**HOW TO COMPLETE THIS TASK**
If a line in the listing contains "Estrada", copy it out whole.

Start of INPUT FOR THIS TASK

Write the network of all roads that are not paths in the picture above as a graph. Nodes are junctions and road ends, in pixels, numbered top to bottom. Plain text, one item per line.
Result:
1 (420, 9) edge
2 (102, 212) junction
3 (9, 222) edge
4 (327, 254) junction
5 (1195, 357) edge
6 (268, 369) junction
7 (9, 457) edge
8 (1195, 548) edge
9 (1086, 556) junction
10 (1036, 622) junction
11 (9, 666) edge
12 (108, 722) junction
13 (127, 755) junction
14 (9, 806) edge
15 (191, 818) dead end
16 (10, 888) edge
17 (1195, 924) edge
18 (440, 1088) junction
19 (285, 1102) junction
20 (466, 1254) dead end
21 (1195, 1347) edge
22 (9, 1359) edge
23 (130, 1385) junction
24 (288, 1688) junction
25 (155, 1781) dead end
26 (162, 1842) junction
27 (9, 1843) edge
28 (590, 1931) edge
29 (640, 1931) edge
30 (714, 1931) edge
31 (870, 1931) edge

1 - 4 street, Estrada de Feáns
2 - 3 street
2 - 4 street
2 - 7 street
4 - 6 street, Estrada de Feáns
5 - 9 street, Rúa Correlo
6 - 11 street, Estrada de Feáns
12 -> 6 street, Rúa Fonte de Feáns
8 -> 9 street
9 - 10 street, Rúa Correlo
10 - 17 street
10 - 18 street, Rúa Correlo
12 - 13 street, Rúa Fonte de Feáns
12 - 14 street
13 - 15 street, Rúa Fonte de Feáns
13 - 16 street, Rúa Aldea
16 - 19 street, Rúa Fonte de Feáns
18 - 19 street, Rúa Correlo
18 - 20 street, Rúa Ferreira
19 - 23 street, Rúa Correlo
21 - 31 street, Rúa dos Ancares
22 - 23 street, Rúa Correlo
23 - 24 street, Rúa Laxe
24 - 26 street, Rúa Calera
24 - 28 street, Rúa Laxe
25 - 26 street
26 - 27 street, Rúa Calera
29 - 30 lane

End of INPUT FOR THIS TASK

**SOLUTION TO THE PROBLEM**
1 - 4 street, Estrada de Feáns
4 - 6 street, Estrada de Feáns
6 - 11 street, Estrada de Feáns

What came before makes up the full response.